I shot up from where I was sleeping. I was breathing heavy and felt sweat drip from my face.

I had that dream again. I saw the shards, the hands, the black figure in the mirror. I think I found out why my body is choosing not to sleep. I would get this dream, and the feelings with it. They would feel so real, and I don't like the sound of that.

How long was I sleeping?

I slide out of the bed and feel worse than before. My head was spinning like crazy. My eyes felt heavy and images of shards were popping up again. I wobbled all the way to what I thought was the door, but when I walked in there was a mirror. I panicked and ran out of the room. I didn't see anything but I was so close. I can't see the freak I look like. It would be too much.

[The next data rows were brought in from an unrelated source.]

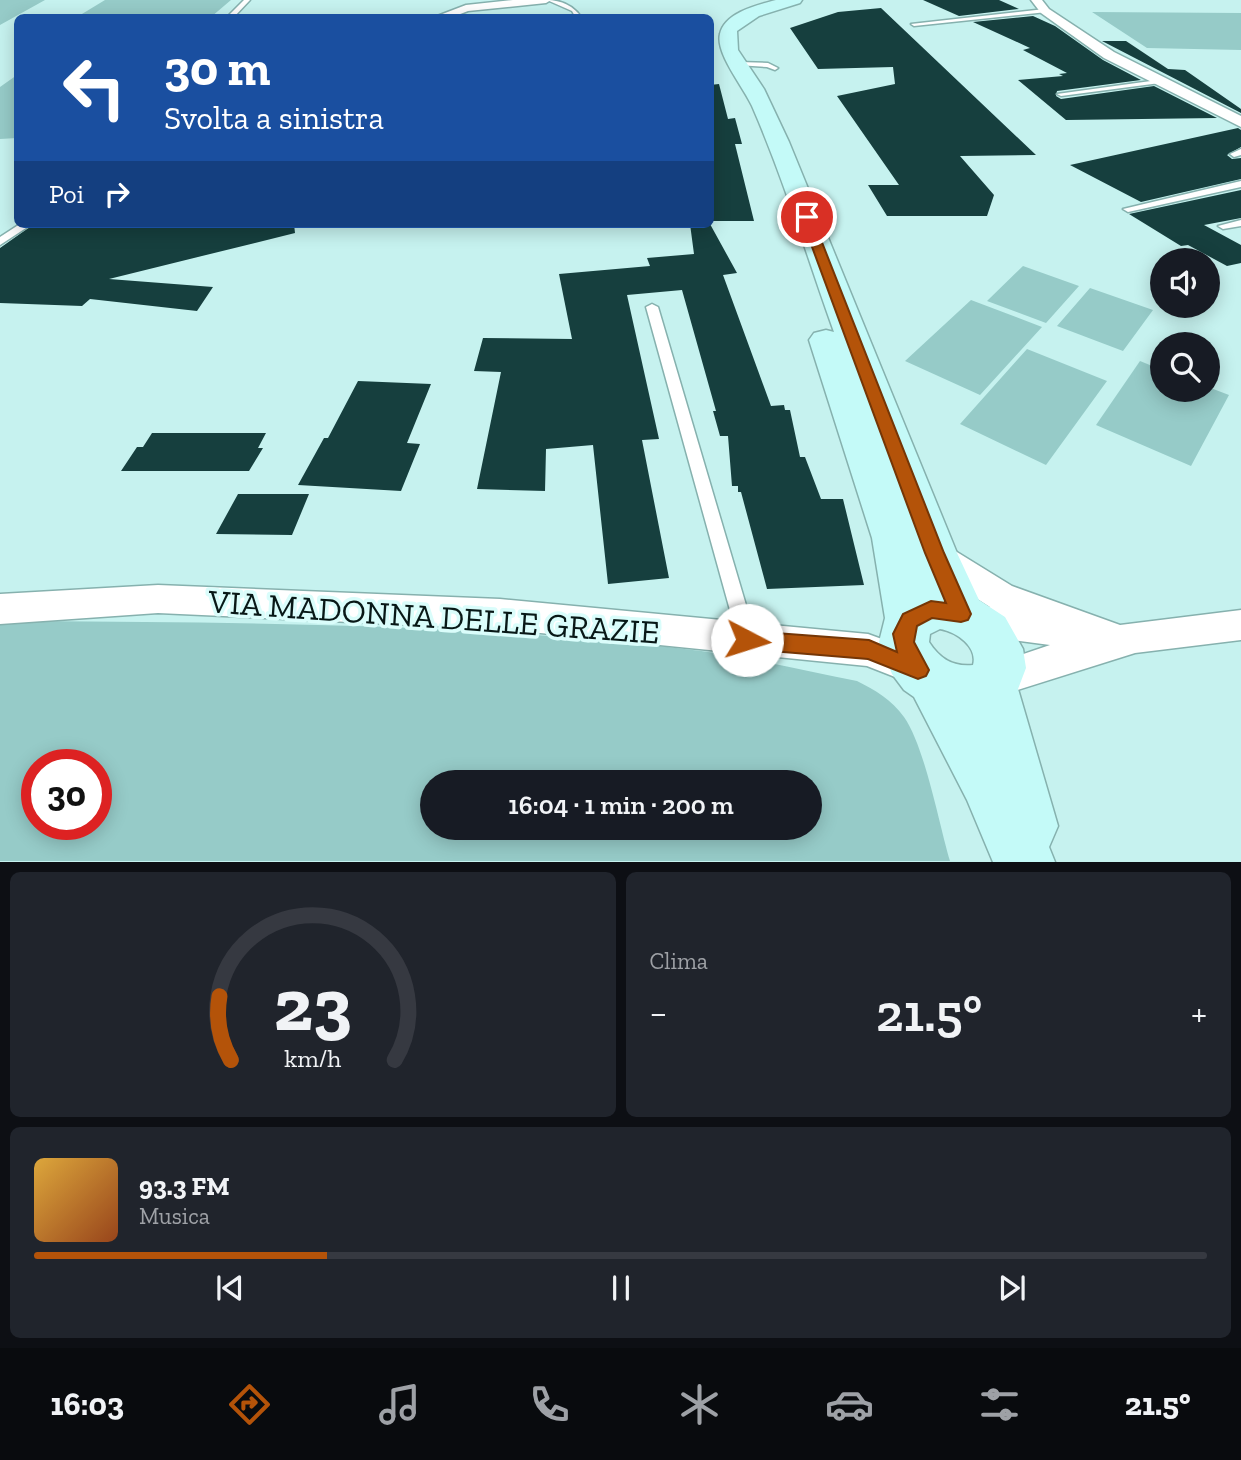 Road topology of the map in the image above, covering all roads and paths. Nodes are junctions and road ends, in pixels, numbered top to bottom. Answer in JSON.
{"nodes":[{"id":1,"x":247,"y":0,"type":"edge"},
{"id":2,"x":548,"y":0,"type":"edge"},
{"id":3,"x":776,"y":0,"type":"edge"},
{"id":4,"x":794,"y":0,"type":"edge"},
{"id":5,"x":1041,"y":5,"type":"edge"},
{"id":6,"x":471,"y":8,"type":"edge"},
{"id":7,"x":233,"y":14,"type":"edge"},
{"id":8,"x":450,"y":14,"type":"edge"},
{"id":9,"x":576,"y":14,"type":"edge"},
{"id":10,"x":914,"y":24,"type":"dead end"},
{"id":11,"x":714,"y":38,"type":"edge"},
{"id":12,"x":714,"y":50,"type":"edge"},
{"id":13,"x":738,"y":64,"type":"junction"},
{"id":14,"x":775,"y":68,"type":"dead end"},
{"id":15,"x":1158,"y":82,"type":"junction"},
{"id":16,"x":1061,"y":94,"type":"dead end"},
{"id":17,"x":1241,"y":122,"type":"edge"},
{"id":18,"x":1241,"y":184,"type":"edge"},
{"id":19,"x":1128,"y":209,"type":"dead end"},
{"id":20,"x":1241,"y":223,"type":"edge"},
{"id":21,"x":1223,"y":226,"type":"dead end"},
{"id":22,"x":21,"y":228,"type":"edge"},
{"id":23,"x":0,"y":242,"type":"edge"},
{"id":24,"x":652,"y":307,"type":"dead end"},
{"id":25,"x":934,"y":553,"type":"junction"},
{"id":26,"x":0,"y":609,"type":"edge"},
{"id":27,"x":966,"y":616,"type":"junction"},
{"id":28,"x":1241,"y":625,"type":"edge"},
{"id":29,"x":1121,"y":636,"type":"junction"},
{"id":30,"x":747,"y":640,"type":"junction"},
{"id":31,"x":907,"y":651,"type":"junction"},
{"id":32,"x":993,"y":682,"type":"junction"},
{"id":33,"x":1024,"y":862,"type":"edge"},
{"id":34,"x":1038,"y":862,"type":"edge"}],
"edges":[{"from":1,"to":7,"type":"lane"},
{"from":2,"to":6,"type":"street"},
{"from":2,"to":9,"type":"lane"},
{"from":3,"to":11,"type":"street"},
{"from":4,"to":13,"type":"street"},
{"from":5,"to":10,"type":"lane"},
{"from":5,"to":15,"type":"street"},
{"from":6,"to":8,"type":"street"},
{"from":12,"to":31,"type":"street"},
{"from":13,"to":14,"type":"lane"},
{"from":13,"to":25,"type":"street"},
{"from":15,"to":16,"type":"lane"},
{"from":15,"to":17,"type":"street"},
{"from":18,"to":19,"type":"lane"},
{"from":20,"to":21,"type":"lane"},
{"from":22,"to":23,"type":"lane"},
{"from":24,"to":30,"type":"lane"},
{"from":25,"to":27,"type":"street"},
{"from":25,"to":29,"type":"street"},
{"from":26,"to":30,"type":"street","name":"VIA MADONNA DELLE GRAZIE"},
{"from":27,"to":29,"type":"street"},
{"from":27,"to":31,"type":"street"},
{"from":27,"to":32,"type":"street"},
{"from":28,"to":29,"type":"street"},
{"from":29,"to":32,"type":"street"},
{"from":30,"to":31,"type":"street","name":"VIA MADONNA DELLE GRAZIE"},
{"from":31,"to":32,"type":"street"},
{"from":31,"to":33,"type":"street"},
{"from":32,"to":34,"type":"street"}]} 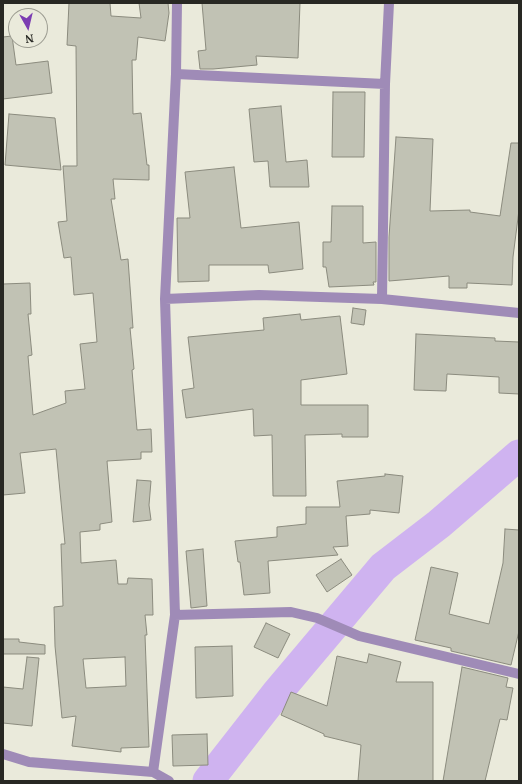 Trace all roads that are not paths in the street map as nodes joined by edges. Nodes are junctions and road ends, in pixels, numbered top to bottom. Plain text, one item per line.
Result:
1 (177, 3) edge
2 (389, 3) edge
3 (176, 74) junction
4 (385, 84) junction
5 (165, 299) junction
6 (382, 299) junction
7 (519, 313) edge
8 (175, 615) junction
9 (519, 674) edge
10 (3, 754) edge
11 (153, 772) junction
12 (169, 781) edge

1 - 3 street
2 - 4 street
3 - 4 street
3 - 5 street
4 - 6 street
5 - 6 street
5 - 8 street
6 - 7 street
8 - 9 street
8 - 11 street
10 - 11 street
11 - 12 street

I finally make it out of the room. Struggling to walk I can still see the shards. I start to breathe heavily and I panick. Why is this happening? All becuase I can't sleep. All because I'm scared to look at myself . Am I really that weak? Who can help me?

" help me !" I mumble as I loose balance and knock over a vase and made a picture fall. I jump at the noise and bump into the wall next to me.

"~Felix~ he's yours now"

I looked around for the person who said that but I saw no one. I started panicking again, was I still in a dream?

"~remember~"

Suddenly I saw a flash of an image. It was Felix and me together. Only that Felix looked different and I was just a black silhouette. I could hear my heartbeat,  it was fast and it was skipping.

Then something finally clicked in my brain. That day I found out Felix loved me, was the day I made a blood promise with him.

I managed to start walking again and was practically stalking my way to where I knew Felix was. I felt my eyes try closing, but I kept fighting. This is all for Felix, he is the only one who can help me.

I made it down stairs, slowly but without falling. I stumbled into Felix's office. He looked up at me and immediately knew something was wrong. I opened my mouth feeling electricity run up my body. He ran towards me and I just closed my eyes.

" help me" I managed to say before I gave up and braced for impact. My face went pale and darkness rushed over me before I hit the ground.